*WHAT TO DO*: Counting only lines of the listing below that hold the word "main", give the total and nothing else.

═══ RECORDS SHOWN

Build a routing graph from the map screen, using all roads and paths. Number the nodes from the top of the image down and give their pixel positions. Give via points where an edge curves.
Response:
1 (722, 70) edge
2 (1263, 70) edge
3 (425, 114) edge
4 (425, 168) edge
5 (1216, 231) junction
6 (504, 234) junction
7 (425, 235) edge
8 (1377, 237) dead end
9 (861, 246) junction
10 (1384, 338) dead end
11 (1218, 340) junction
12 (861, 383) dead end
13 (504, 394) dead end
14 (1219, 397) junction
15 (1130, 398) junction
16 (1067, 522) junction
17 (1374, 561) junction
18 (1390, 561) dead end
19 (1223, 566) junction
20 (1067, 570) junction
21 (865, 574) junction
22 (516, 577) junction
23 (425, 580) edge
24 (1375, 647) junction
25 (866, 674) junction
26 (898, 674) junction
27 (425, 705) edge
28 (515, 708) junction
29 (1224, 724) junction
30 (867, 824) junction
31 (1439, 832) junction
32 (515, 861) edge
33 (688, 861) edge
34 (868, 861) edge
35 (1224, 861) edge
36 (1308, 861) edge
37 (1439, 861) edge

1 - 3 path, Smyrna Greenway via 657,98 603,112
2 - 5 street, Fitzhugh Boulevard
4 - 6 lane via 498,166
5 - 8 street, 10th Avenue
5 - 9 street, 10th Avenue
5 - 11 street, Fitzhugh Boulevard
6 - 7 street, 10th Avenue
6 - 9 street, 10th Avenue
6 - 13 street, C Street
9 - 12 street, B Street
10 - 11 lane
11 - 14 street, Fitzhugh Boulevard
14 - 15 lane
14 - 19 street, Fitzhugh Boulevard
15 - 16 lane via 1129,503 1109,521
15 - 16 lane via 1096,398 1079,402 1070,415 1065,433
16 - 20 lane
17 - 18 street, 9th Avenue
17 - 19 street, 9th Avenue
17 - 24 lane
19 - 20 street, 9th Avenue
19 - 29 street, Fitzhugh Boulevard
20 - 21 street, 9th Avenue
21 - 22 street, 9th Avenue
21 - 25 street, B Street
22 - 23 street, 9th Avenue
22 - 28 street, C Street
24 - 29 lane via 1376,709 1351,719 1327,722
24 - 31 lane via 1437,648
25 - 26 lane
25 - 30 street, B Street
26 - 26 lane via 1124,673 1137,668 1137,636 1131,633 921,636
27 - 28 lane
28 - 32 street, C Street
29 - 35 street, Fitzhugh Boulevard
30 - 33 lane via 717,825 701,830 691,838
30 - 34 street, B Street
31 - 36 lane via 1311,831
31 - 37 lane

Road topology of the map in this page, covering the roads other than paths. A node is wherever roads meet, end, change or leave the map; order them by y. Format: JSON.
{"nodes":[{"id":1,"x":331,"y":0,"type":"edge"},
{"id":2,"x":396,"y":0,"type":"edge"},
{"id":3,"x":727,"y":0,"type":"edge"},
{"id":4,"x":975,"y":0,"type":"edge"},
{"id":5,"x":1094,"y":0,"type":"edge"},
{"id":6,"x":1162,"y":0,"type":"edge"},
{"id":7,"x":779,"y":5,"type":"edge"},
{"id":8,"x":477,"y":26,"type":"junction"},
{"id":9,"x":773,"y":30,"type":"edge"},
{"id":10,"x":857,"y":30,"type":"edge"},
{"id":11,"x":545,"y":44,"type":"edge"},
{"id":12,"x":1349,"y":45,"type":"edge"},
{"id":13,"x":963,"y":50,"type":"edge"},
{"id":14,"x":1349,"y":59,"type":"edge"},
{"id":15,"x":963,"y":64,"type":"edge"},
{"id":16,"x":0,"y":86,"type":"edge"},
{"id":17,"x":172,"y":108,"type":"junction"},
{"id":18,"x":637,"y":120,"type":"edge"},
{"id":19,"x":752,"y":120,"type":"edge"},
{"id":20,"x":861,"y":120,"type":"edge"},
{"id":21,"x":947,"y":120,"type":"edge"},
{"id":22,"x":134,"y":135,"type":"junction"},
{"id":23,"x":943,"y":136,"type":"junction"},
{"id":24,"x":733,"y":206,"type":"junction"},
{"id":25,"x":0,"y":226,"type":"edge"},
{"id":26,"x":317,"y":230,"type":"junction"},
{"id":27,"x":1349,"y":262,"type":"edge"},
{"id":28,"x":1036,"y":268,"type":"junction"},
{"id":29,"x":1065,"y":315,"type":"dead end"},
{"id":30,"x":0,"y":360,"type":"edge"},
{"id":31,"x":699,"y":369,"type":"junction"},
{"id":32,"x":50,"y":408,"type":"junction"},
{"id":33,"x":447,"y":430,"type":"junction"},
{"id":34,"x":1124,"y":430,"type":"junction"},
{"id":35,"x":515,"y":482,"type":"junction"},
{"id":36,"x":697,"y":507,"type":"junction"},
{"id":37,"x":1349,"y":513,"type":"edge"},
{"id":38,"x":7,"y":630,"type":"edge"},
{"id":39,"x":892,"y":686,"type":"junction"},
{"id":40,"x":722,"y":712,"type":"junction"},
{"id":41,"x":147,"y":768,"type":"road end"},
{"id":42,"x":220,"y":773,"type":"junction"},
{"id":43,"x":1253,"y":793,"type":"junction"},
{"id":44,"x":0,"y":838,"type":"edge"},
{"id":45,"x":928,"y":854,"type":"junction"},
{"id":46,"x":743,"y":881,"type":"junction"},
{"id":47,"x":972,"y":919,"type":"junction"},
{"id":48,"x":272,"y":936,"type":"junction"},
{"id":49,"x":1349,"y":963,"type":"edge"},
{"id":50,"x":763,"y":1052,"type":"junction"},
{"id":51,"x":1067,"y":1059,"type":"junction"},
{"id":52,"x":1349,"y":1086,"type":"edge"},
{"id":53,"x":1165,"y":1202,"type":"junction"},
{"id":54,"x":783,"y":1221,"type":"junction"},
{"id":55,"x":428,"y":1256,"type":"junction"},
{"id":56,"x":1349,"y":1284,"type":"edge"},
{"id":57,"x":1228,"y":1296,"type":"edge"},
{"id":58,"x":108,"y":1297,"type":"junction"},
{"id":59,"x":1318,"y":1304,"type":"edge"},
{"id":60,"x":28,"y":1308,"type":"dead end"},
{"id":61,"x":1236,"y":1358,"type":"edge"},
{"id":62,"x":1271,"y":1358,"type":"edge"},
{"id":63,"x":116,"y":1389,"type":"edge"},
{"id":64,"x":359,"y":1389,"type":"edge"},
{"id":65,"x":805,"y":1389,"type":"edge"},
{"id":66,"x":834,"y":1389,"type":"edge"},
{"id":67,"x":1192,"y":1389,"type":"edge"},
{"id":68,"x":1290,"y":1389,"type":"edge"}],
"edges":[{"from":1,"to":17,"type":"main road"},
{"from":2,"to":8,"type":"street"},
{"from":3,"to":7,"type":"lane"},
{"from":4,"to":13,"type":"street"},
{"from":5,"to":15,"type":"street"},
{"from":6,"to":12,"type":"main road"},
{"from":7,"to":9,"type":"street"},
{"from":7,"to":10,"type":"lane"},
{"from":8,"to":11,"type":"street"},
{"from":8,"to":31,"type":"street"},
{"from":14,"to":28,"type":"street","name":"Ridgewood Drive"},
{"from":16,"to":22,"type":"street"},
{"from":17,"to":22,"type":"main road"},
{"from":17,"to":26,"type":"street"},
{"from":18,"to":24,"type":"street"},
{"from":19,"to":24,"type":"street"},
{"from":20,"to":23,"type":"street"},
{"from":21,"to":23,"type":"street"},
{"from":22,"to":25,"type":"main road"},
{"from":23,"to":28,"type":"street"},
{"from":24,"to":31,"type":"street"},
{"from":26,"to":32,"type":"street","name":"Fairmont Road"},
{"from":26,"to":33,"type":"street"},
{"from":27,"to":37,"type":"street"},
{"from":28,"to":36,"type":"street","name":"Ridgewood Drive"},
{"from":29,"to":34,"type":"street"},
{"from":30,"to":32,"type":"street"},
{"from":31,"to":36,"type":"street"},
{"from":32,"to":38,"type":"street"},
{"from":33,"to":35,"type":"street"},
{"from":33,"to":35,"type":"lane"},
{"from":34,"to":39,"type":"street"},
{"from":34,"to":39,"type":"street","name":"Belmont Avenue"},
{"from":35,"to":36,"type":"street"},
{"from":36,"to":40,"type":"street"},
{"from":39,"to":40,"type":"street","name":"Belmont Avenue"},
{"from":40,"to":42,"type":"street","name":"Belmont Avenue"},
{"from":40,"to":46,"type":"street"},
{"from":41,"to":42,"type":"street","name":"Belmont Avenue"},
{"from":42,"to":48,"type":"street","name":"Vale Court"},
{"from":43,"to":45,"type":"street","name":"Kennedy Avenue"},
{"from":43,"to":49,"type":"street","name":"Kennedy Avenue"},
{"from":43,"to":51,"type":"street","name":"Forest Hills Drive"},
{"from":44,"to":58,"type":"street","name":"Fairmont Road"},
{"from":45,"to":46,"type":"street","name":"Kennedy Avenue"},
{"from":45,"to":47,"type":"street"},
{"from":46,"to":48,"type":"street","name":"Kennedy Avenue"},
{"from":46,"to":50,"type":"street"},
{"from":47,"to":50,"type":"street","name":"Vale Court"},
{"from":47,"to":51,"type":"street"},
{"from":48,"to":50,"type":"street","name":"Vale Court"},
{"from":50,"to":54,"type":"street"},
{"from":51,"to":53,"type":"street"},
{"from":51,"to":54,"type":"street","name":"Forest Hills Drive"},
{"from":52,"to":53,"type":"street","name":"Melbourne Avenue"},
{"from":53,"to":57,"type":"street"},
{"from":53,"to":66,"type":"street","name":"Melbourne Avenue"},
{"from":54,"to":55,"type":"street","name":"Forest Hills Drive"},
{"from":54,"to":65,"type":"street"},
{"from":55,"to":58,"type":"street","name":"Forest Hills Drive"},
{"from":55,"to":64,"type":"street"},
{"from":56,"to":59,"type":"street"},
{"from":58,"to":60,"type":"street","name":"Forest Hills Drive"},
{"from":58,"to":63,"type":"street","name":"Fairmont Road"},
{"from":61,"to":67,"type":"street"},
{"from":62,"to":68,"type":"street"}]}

══════

*RESPONSE TO THIS EXERCISE*: 4